*** EXTRACTED MATERIAL Section Begins ***

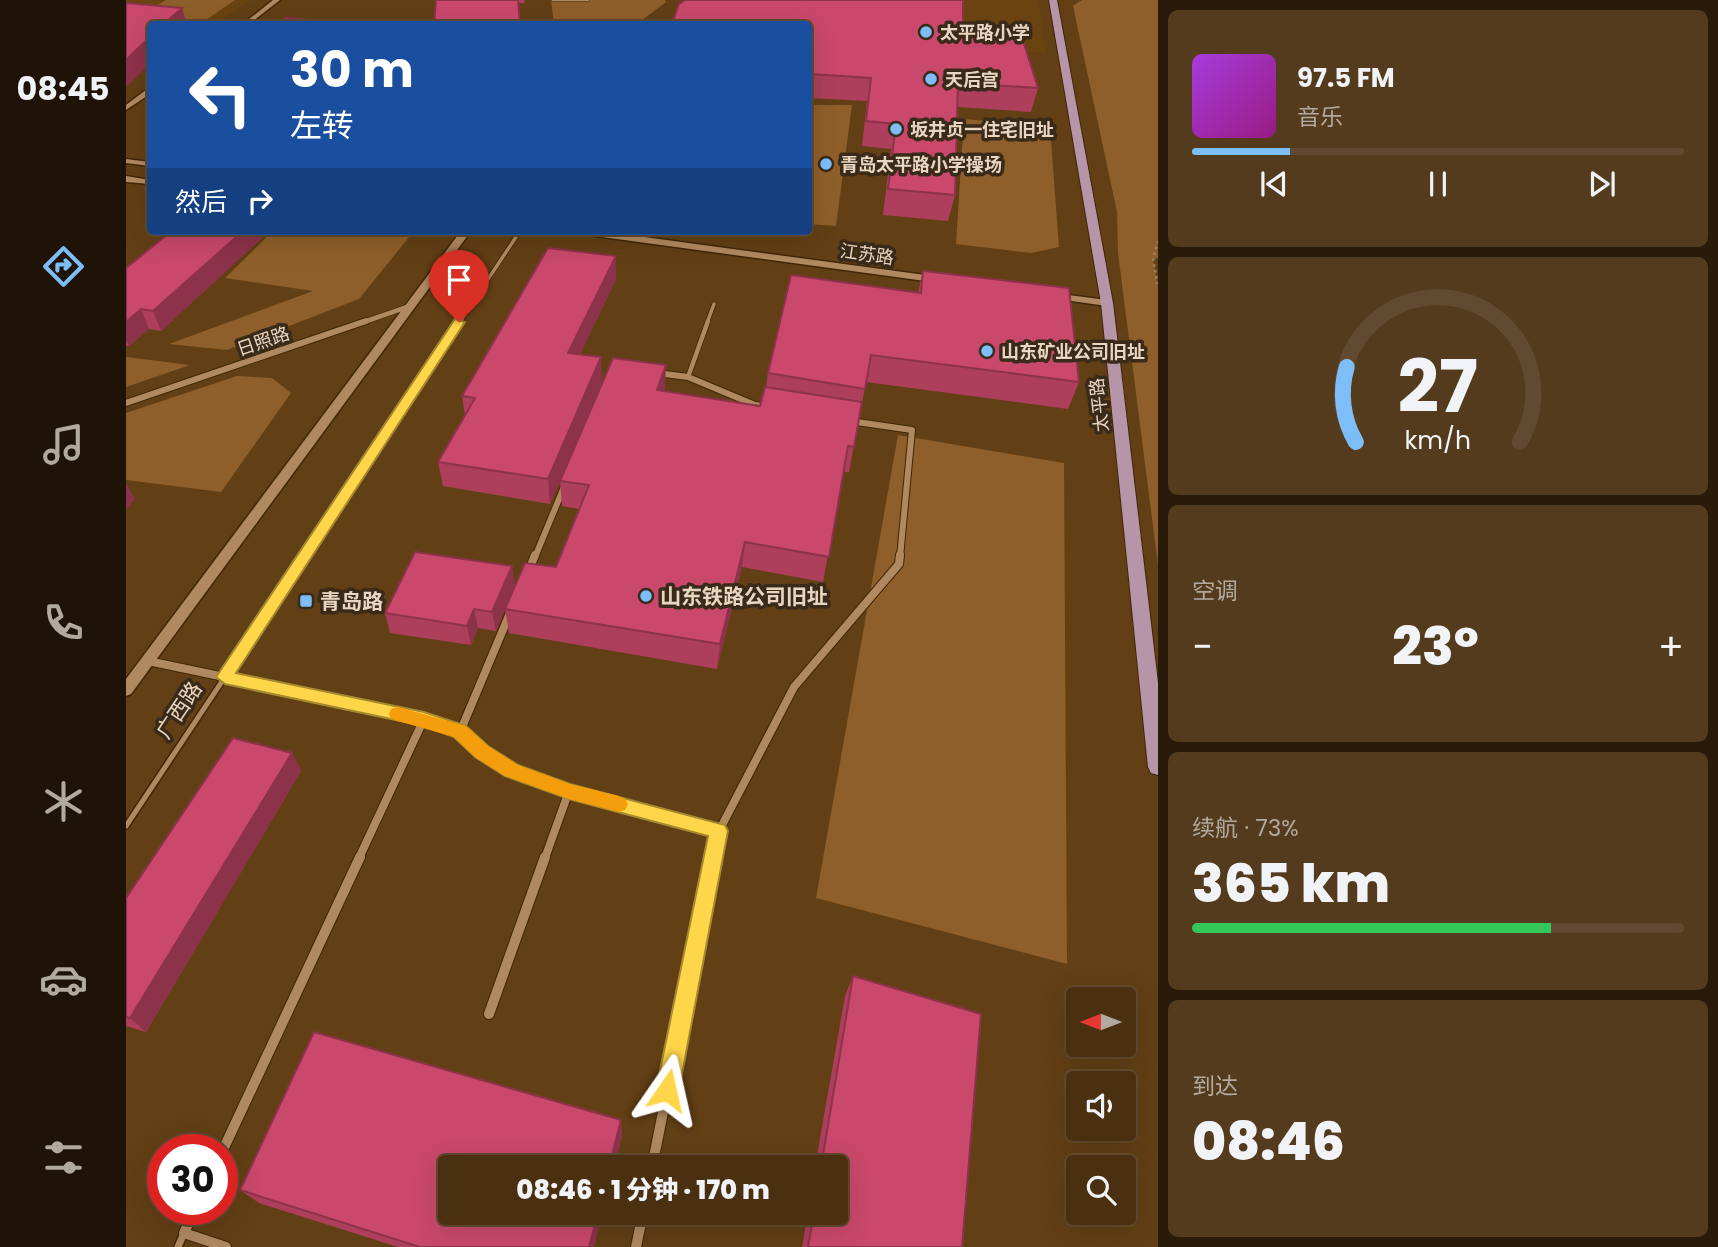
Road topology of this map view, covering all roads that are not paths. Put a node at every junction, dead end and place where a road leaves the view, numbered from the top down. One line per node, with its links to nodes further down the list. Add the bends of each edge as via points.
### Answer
1 (277, 0): 5 (main road)
2 (553, 0): 3 (lane)
3 (588, 0)
4 (1053, 0): 17 (main road, 太平路)
5 (250, 21)
6 (147, 93): 7 (main road)
7 (126, 108)
8 (126, 161): 9 (main road)
9 (147, 164)
10 (126, 179): 11 (main road)
11 (147, 182)
12 (463, 235): 19 (main road)
13 (517, 235): 29 (lane, 广西路)
14 (609, 235): 15 (main road, 江苏路)
15 (955, 282)
16 (1038, 294): 17 (main road)
17 (1107, 303): 33 (main road, 太平路)
18 (714, 304): 21 (lane)
19 (410, 306): 22 (street, 日照路); 28 (main road)
20 (651, 372): 21 (street)
21 (688, 377): 23 (street, via 755,405)
22 (126, 402)
23 (780, 409)
24 (844, 420): 36 (street, via 912,430 899,564 794,687)
25 (566, 481): 26 (street)
26 (524, 581)
27 (513, 606): 32 (street)
28 (148, 661): 29 (street); 30 (main road)
29 (225, 677): 31 (street); 35 (lane, 广西路)
30 (126, 690)
31 (424, 719): 32 (street); 38 (street)
32 (460, 732): 34 (street, via 512,770)
33 (1158, 767)
34 (569, 792): 36 (street); 37 (street)
35 (126, 826)
36 (719, 831): 39 (street)
37 (489, 1014)
38 (230, 1134)
39 (654, 1155)
40 (188, 1225): 42 (street)
41 (641, 1225): 45 (street)
42 (184, 1233): 43 (lane); 44 (street)
43 (177, 1247)
44 (226, 1247)
45 (636, 1247)

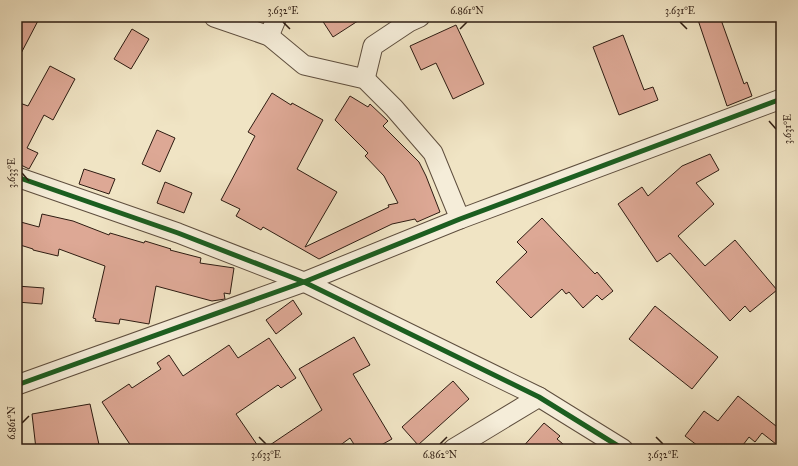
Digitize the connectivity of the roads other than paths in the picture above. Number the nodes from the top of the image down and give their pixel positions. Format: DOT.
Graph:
graph roads {
  1 [pos="214,17"];
  2 [pos="277,17"];
  3 [pos="420,17"];
  4 [pos="269,36"];
  5 [pos="365,79"];
  6 [pos="781,99"];
  7 [pos="17,177"];
  8 [pos="460,219"];
  9 [pos="304,282"];
  10 [pos="17,385"];
  11 [pos="539,397"];
  12 [pos="453,449"];
  13 [pos="623,449"];
  1 -- 4 [label="street"];
  2 -- 4 [label="street"];
  3 -- 5 [label="street"];
  4 -- 5 [label="street"];
  5 -- 8 [label="street"];
  6 -- 8 [label="street"];
  7 -- 9 [label="street"];
  8 -- 9 [label="street"];
  9 -- 10 [label="street"];
  9 -- 11 [label="street"];
  11 -- 12 [label="street"];
  11 -- 13 [label="street"];
}
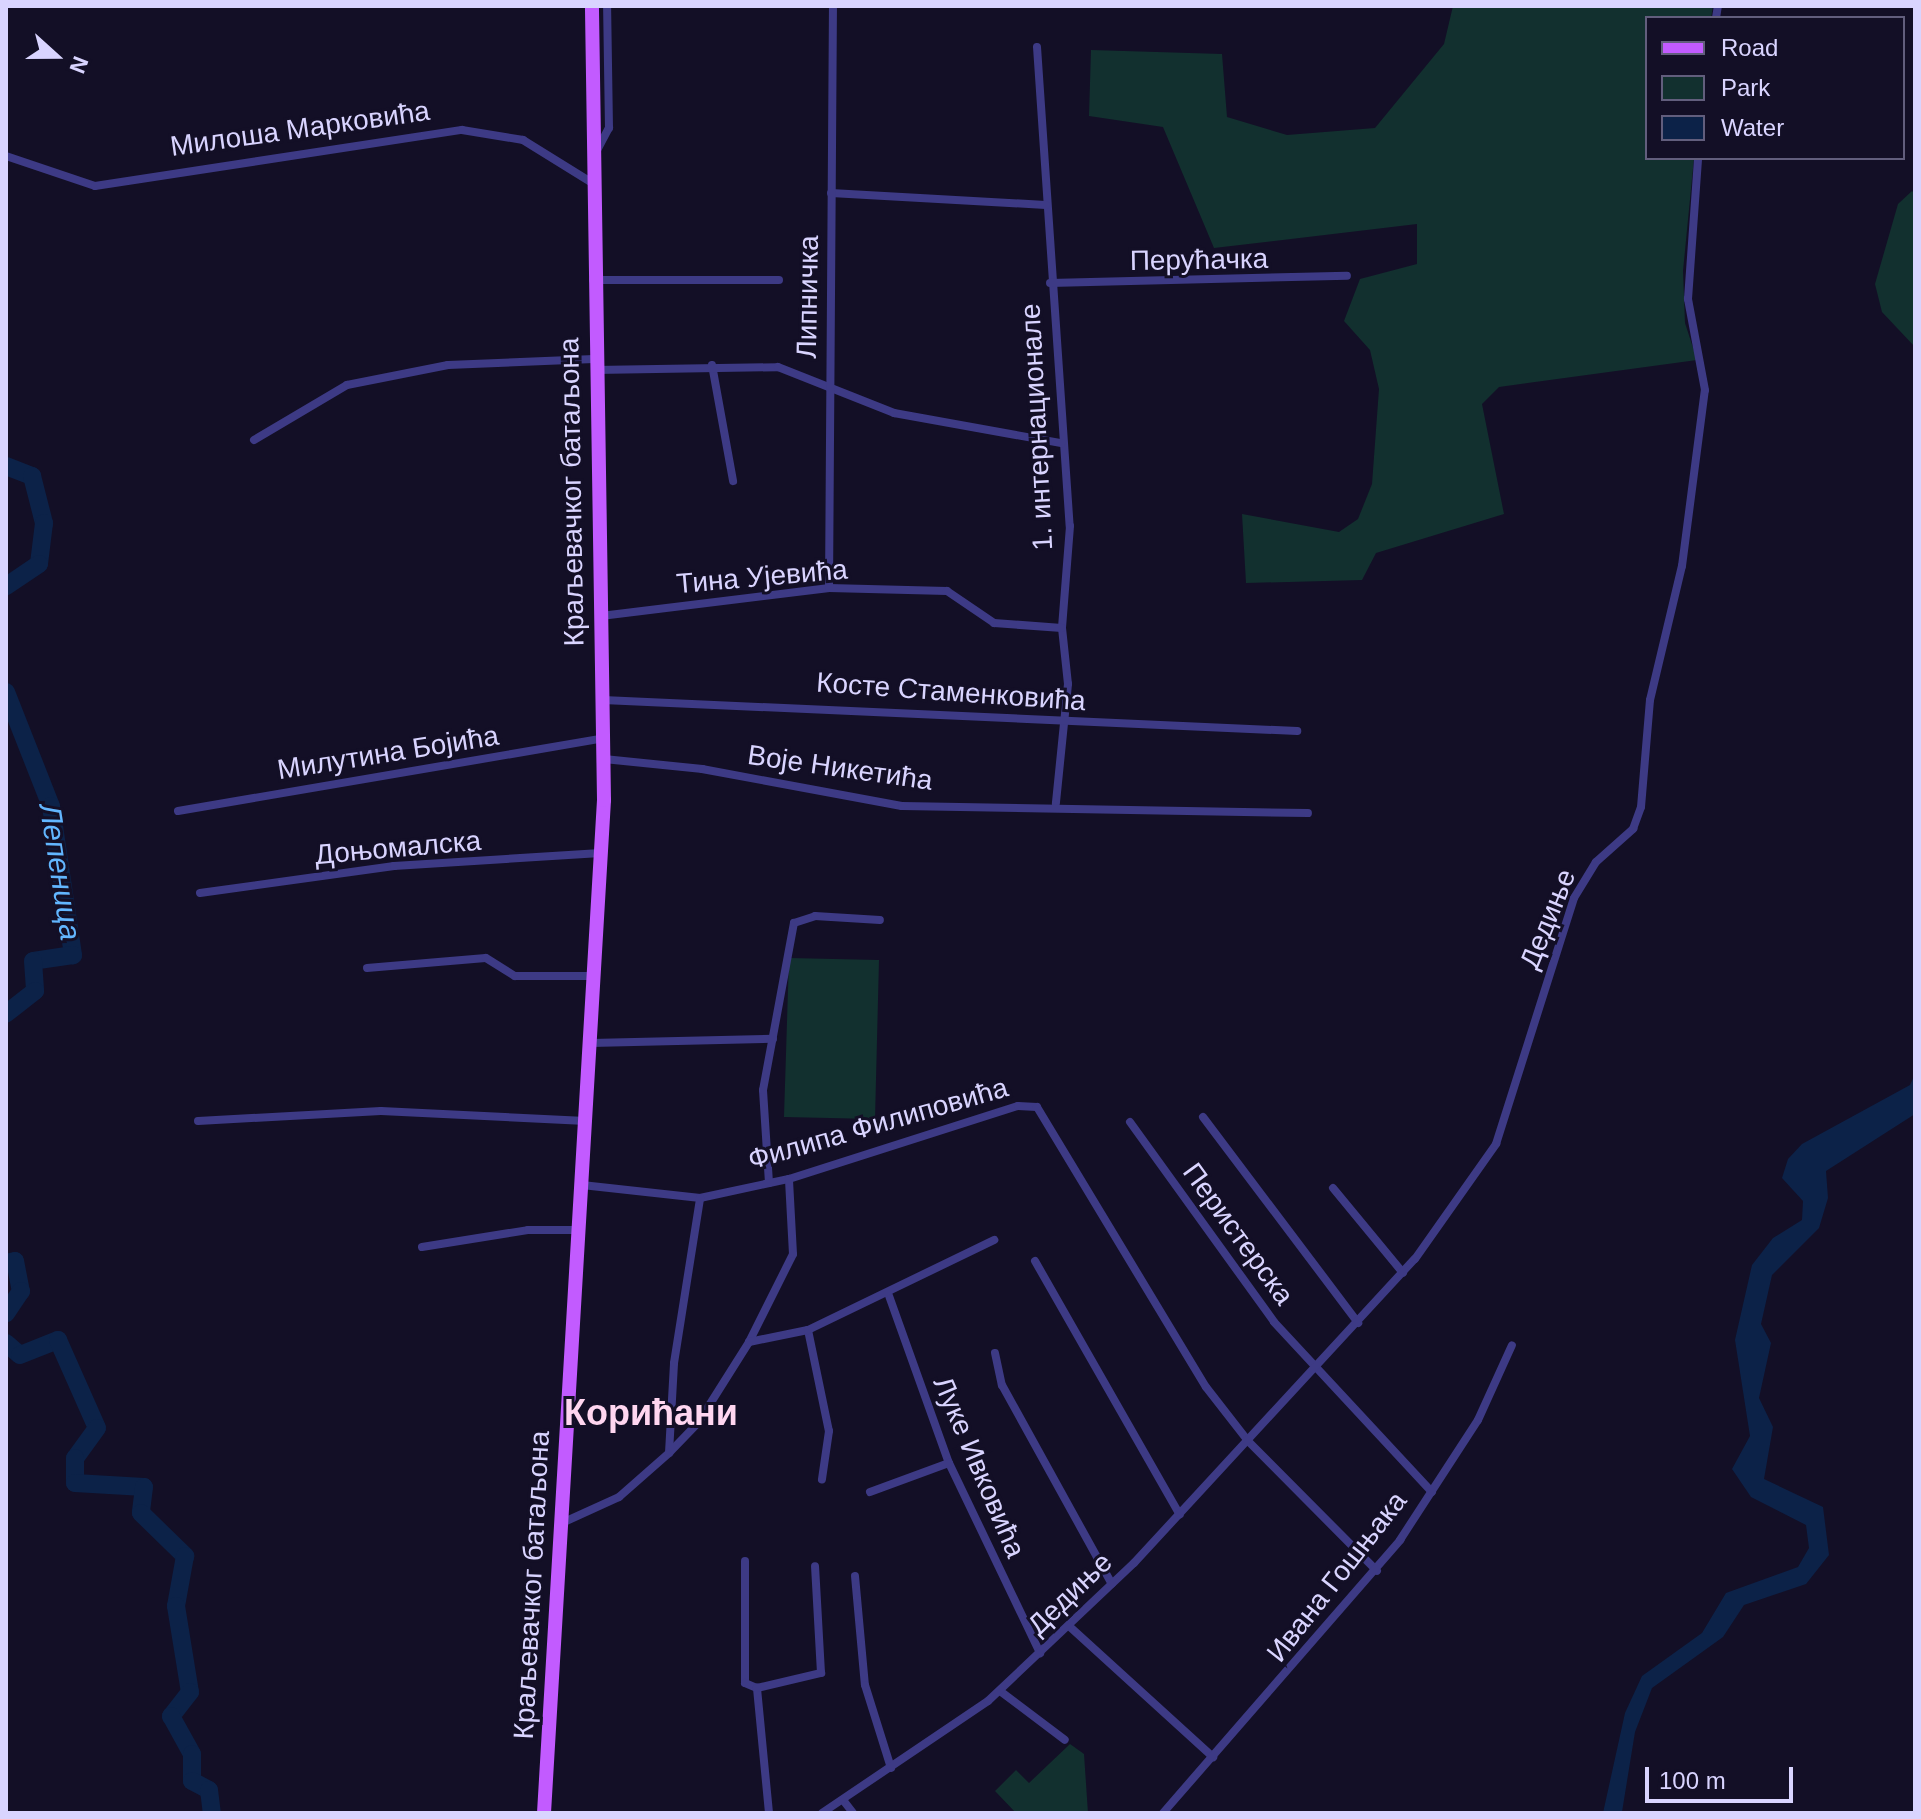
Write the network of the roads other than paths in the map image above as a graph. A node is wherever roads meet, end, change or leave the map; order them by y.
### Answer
1 (592, 6) edge
2 (607, 6) edge
3 (833, 6) edge
4 (1037, 47) dead end
5 (6, 156) edge
6 (593, 156) junction
7 (1698, 160) edge
8 (594, 184) junction
9 (831, 193) junction
10 (1046, 205) junction
11 (1347, 276) dead end
12 (593, 280) junction
13 (779, 280) dead end
14 (1050, 283) junction
15 (595, 364) junction
16 (712, 365) junction
17 (828, 384) junction
18 (254, 440) dead end
19 (1061, 443) junction
20 (733, 481) dead end
21 (829, 588) junction
22 (601, 616) junction
23 (1062, 628) junction
24 (603, 700) junction
25 (1065, 723) junction
26 (1297, 731) dead end
27 (604, 738) junction
28 (604, 759) junction
29 (1056, 803) junction
30 (178, 811) dead end
31 (1308, 813) dead end
32 (601, 853) junction
33 (200, 893) dead end
34 (880, 920) dead end
35 (367, 968) dead end
36 (594, 976) junction
37 (773, 1039) junction
38 (591, 1043) junction
39 (1203, 1117) dead end
40 (198, 1121) dead end
41 (586, 1121) junction
42 (1130, 1122) dead end
43 (789, 1179) junction
44 (769, 1183) junction
45 (582, 1185) junction
46 (1333, 1188) dead end
47 (700, 1198) junction
48 (580, 1230) junction
49 (994, 1240) dead end
50 (422, 1247) dead end
51 (1035, 1261) dead end
52 (1403, 1273) junction
53 (888, 1293) junction
54 (1358, 1323) junction
55 (808, 1330) junction
56 (749, 1342) junction
57 (1512, 1345) dead end
58 (995, 1353) dead end
59 (1316, 1369) junction
60 (1248, 1441) junction
61 (669, 1453) junction
62 (949, 1463) junction
63 (822, 1479) dead end
64 (870, 1492) dead end
65 (1432, 1492) junction
66 (1180, 1515) junction
67 (562, 1523) junction
68 (745, 1561) dead end
69 (815, 1566) dead end
70 (1377, 1571) junction
71 (855, 1576) dead end
72 (1112, 1584) junction
73 (1069, 1626) junction
74 (1040, 1653) junction
75 (757, 1688) junction
76 (1000, 1691) junction
77 (1065, 1740) dead end
78 (1213, 1757) junction
79 (891, 1768) junction
80 (843, 1800) junction
81 (544, 1813) edge
82 (769, 1813) edge
83 (822, 1813) edge
84 (853, 1813) edge
85 (1163, 1813) edge

1 - 6 main road, Краљевачког батаљона
2 - 6 street
3 - 9 street, Липничка
4 - 10 street, 1. интернационале
5 - 8 street, Милоша Марковића
6 - 8 main road, Краљевачког батаљона
7 - 52 street, Дедиње
8 - 12 main road, Краљевачког батаљона
9 - 10 street
9 - 17 street, Липничка
10 - 14 street, 1. интернационале
11 - 14 street, Перућачка
12 - 13 street
12 - 15 main road, Краљевачког батаљона
14 - 19 street, 1. интернационале
15 - 16 street
15 - 18 street
15 - 22 main road, Краљевачког батаљона
16 - 17 street
16 - 20 street
17 - 19 street
17 - 21 street, Липничка
19 - 23 street, 1. интернационале
21 - 22 street, Тина Ујевића
21 - 23 street, Тина Ујевића
22 - 24 main road, Краљевачког батаљона
23 - 25 street, 1. интернационале
24 - 25 street, Косте Стаменковића
24 - 27 main road, Краљевачког батаљона
25 - 26 street, Косте Стаменковића
25 - 29 street, 1. интернационале
27 - 28 main road, Краљевачког батаљона
27 - 30 street, Милутина Бојића
28 - 29 street, Воје Никетића
28 - 32 main road, Краљевачког батаљона
29 - 31 street, Воје Никетића
32 - 33 street, Доњомалска
32 - 36 main road, Краљевачког батаљона
34 - 37 street
35 - 36 street
36 - 38 main road, Краљевачког батаљона
37 - 38 street
37 - 44 street
38 - 41 main road, Краљевачког батаљона
39 - 54 street
40 - 41 street
41 - 45 main road, Краљевачког батаљона
42 - 59 street, Перистерска
43 - 44 street, Филипа Филиповића
43 - 56 street
43 - 60 street, Филипа Филиповића
44 - 47 street, Филипа Филиповића
45 - 47 street, Филипа Филиповића
45 - 48 main road, Краљевачког батаљона
46 - 52 street
47 - 61 street
48 - 50 street
48 - 67 main road, Краљевачког батаљона
49 - 53 street
51 - 66 street
52 - 54 street, Дедиње
53 - 55 street
53 - 62 street, Луке Ивковића
54 - 59 street, Дедиње
55 - 56 street
55 - 63 street
56 - 61 street
57 - 65 street, Ивана Гошњака
58 - 72 street
59 - 60 street, Дедиње
59 - 65 street
60 - 66 street, Дедиње
60 - 70 street
61 - 67 street
62 - 64 street
62 - 74 street, Луке Ивковића
65 - 70 street, Ивана Гошњака
66 - 72 street, Дедиње
67 - 81 main road, Краљевачког батаљона
68 - 75 street
69 - 75 street
70 - 78 street, Ивана Гошњака
71 - 79 street
72 - 73 street, Дедиње
73 - 74 street, Дедиње
73 - 78 street
74 - 76 street, Дедиње
75 - 82 street
76 - 77 street
76 - 79 street, Дедиње
78 - 85 street, Ивана Гошњака
79 - 80 street, Дедиње
80 - 83 street, Дедиње
80 - 84 street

*** EXTRACTED MATERIAL Section Ends ***

YOUR TASK
Work out how many lines of the records contain the string "Луке". Nothing but the number should be written.

ANSWER FOR THE TASK
2